ÚLTIMO PASO: ACTIO

¿A qué nos lleva el texto?
(Matrimonio, 3 hijos, él trabaja, el matrimonio pertenece a comunidad cristiana y a movimiento seglar)

“Quien quiera ser el primero…” ¡ Pues claro que queremos ser los primeros.! Sí, pero habría que preguntarse si queremos serlo a la manera de Jesús…
¡Cómo me gustaría ver por una mirilla las discusiones de los discípulos,  los ojipláticos ojos de éstos tras las explicaciones de Jesús, su paciencia con ellos…! Pues seguro que las mismas que tenemos nosotros y eso que disfrutamos de una visión de conjunto mayor que ellos:
– conocemos su nacimiento en un pesebre, su familia humilde,
– conocemos su pasión y muerte.
– conocemos su resurrección.
– la difusión de la Iglesia.
– hemos experimentado la alegría del evangelio…
Sin embargo, caemos una y otra vez en el mismo pecado de autoensalzarnos, de ser vanidosos, de creernos algo, de sentirnos salvados por que ya hemos hecho bastante.
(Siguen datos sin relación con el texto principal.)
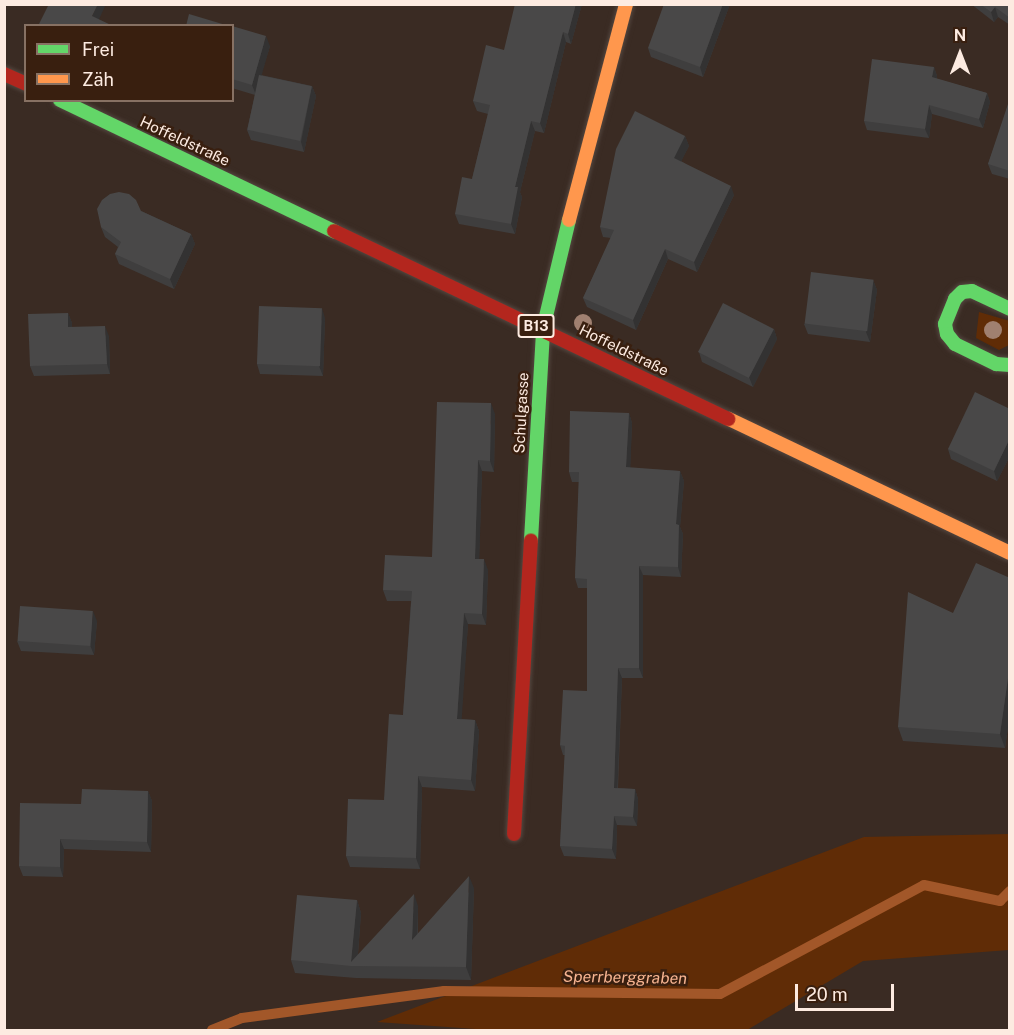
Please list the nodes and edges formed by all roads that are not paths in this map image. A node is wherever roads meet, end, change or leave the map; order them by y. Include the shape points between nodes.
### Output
1 (626, 4) edge
2 (4, 74) edge
3 (24, 83) edge
4 (64, 102) edge
5 (1010, 309) edge
6 (543, 329) junction
7 (1010, 365) edge
8 (1010, 553) edge
9 (514, 834) dead end

1 - 6 main road, Schulgasse
2 - 3 main road
4 - 6 main road, Hoffeldstraße / B13
5 - 7 main road via 972,291 962,292 955,298 945,324 955,344 996,364
6 - 8 main road, Hoffeldstraße / B13
6 - 9 main road, Schulgasse

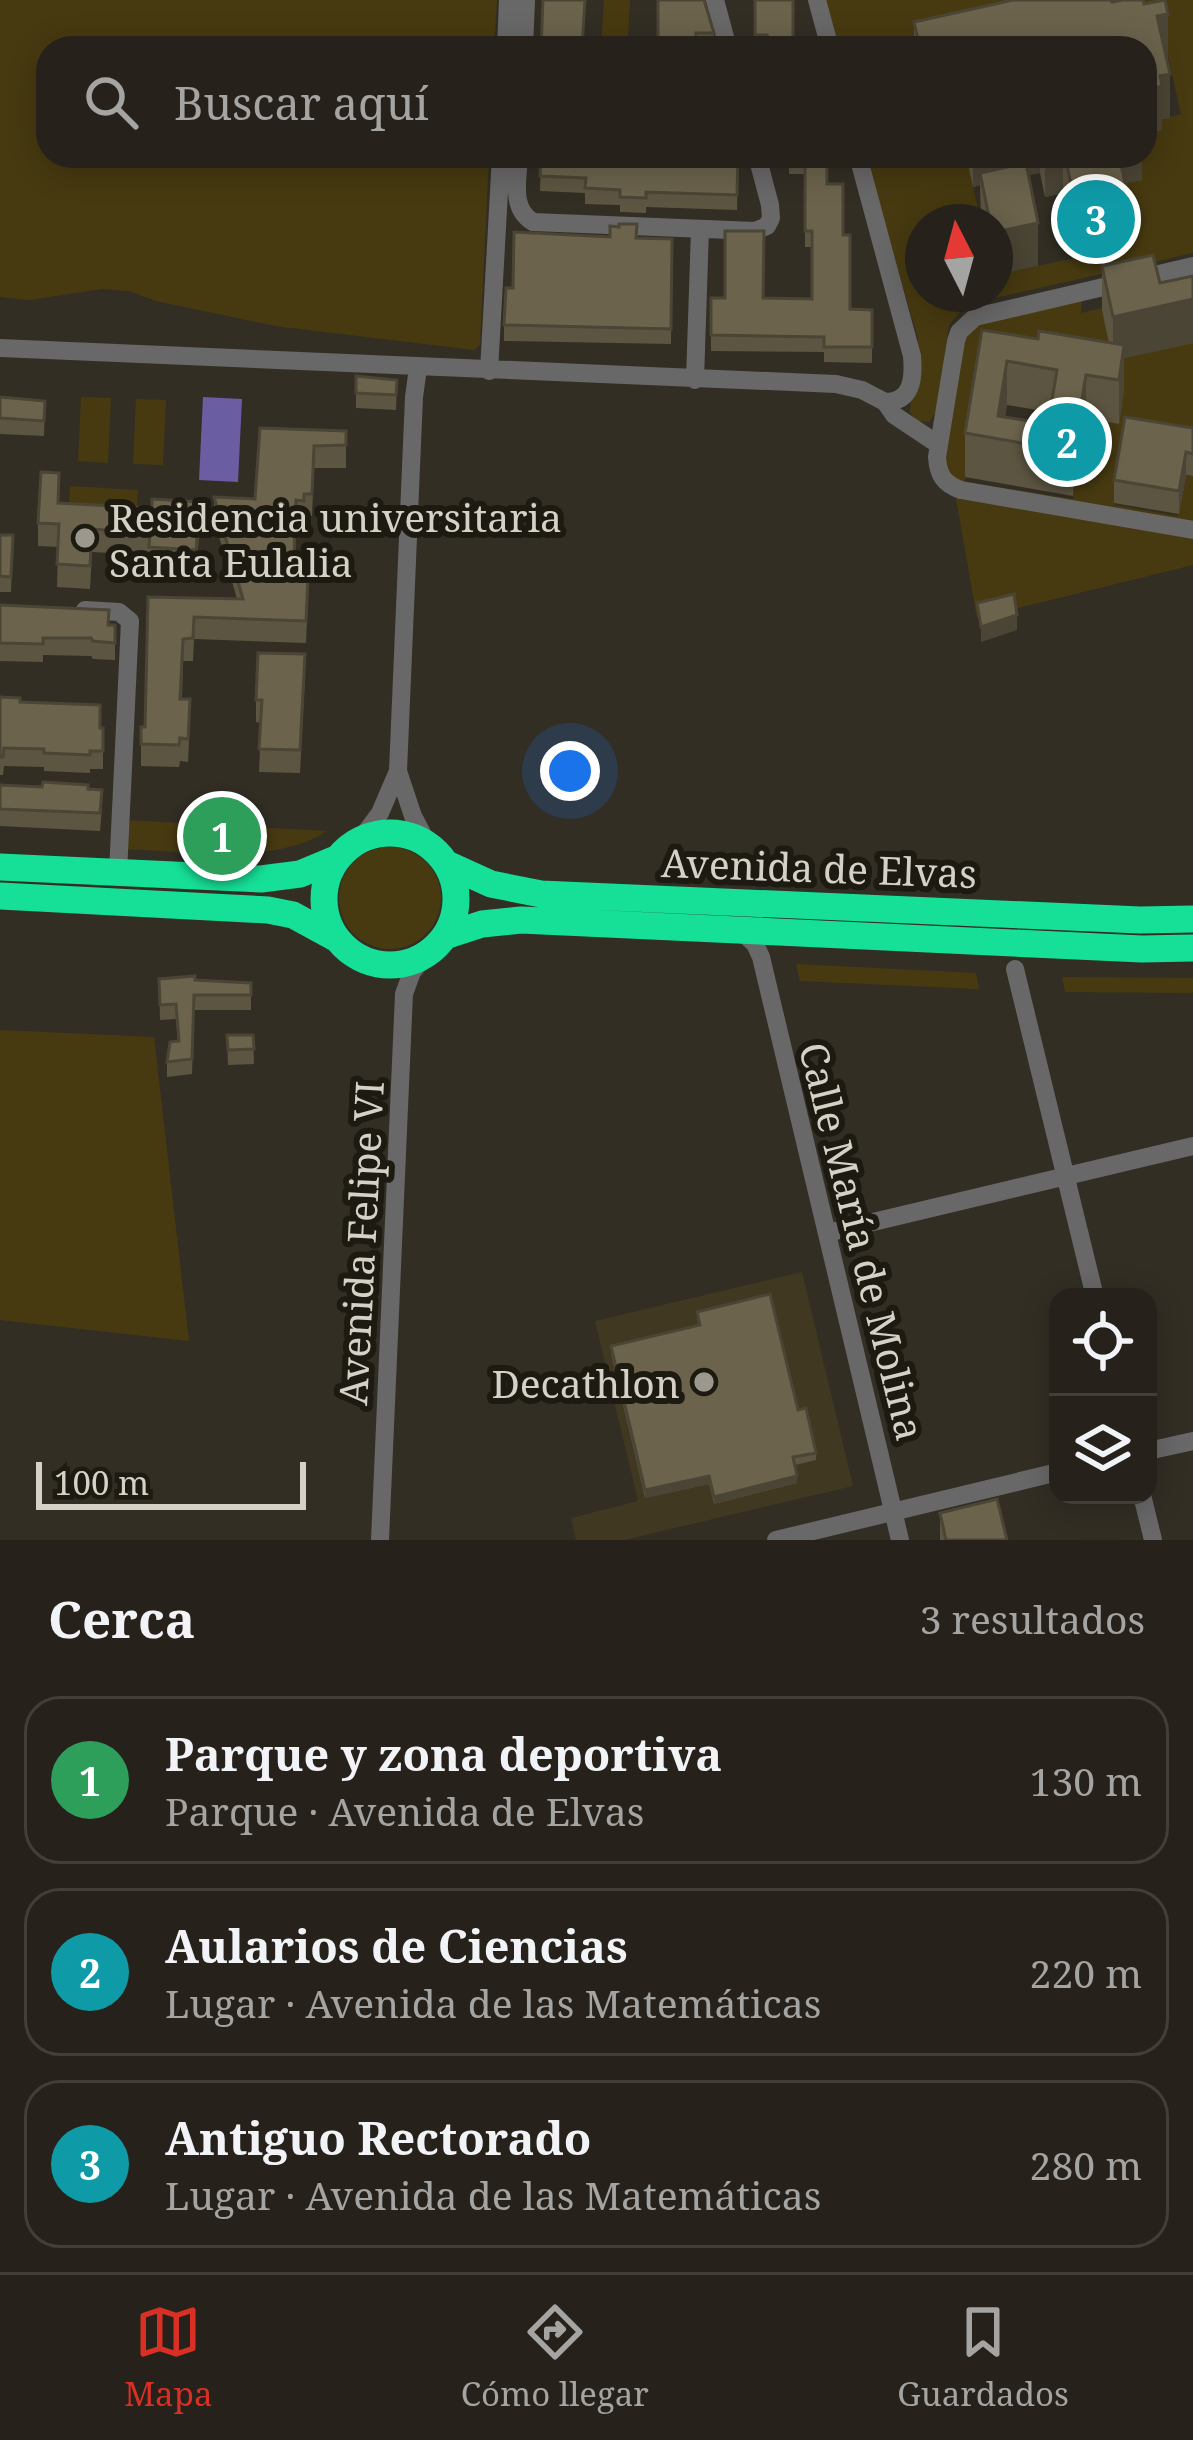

Y es que esto de vivir el evangelio no es para un rato, no. La tensión de estar al servicio del otro, en el momento que nos relajamos, pasa a ser “vida fácil”, sí, esa que no da muchos problemas, pero te deja caer en esa monotonía, que ni fú ni fá, que vives sin más pena que gloria, pero que al final te hace infeliz. El camino del servicio es una “vida difícil”, pero rica en sensaciones y felicidad.
Hacer las cosas gratuítamente sin pararnos a pensar si se lo merecen, si son dignos de ello, viendolo de ese modo, te quita muchos quebraderos de cabeza. Simplemente lo hago y punto.
Que los demás sean felices gracias a nuestro servicio, nos llenará de alegría.
Cuidado también en no disfrutar de la compañía de Jesús, con la oración, con los sacramentos, para llenar de sentido ese servicio, si no, seríamos como unos voluntarios de ONG´s no cristianas. Servir, sí, pero llenos de Jesús que ilumina y da fuerza a nuestro trabajo. Si no, sucumbiremos rápidamente.
El servicio tiene unos pasos a seguir:
– ¿A quien?: a todos. La dignidad de cada hombre viene colmada por ser hijo de Dios y por tanto hermano nuestro.
– ¿Cuánto?: hasta dar la vida. Declarémonos esto entre nosotros, de ese modo sabemos hasta cuánto puedo pedir y dar al otro.
– ¿Cómo? : por supuesto con alegría y llevando a Jesús guardadito en nuestro corazón. Los de cara avinagrada, que se queden en casa. Le quitan la gracia por muy bien que esté hecho.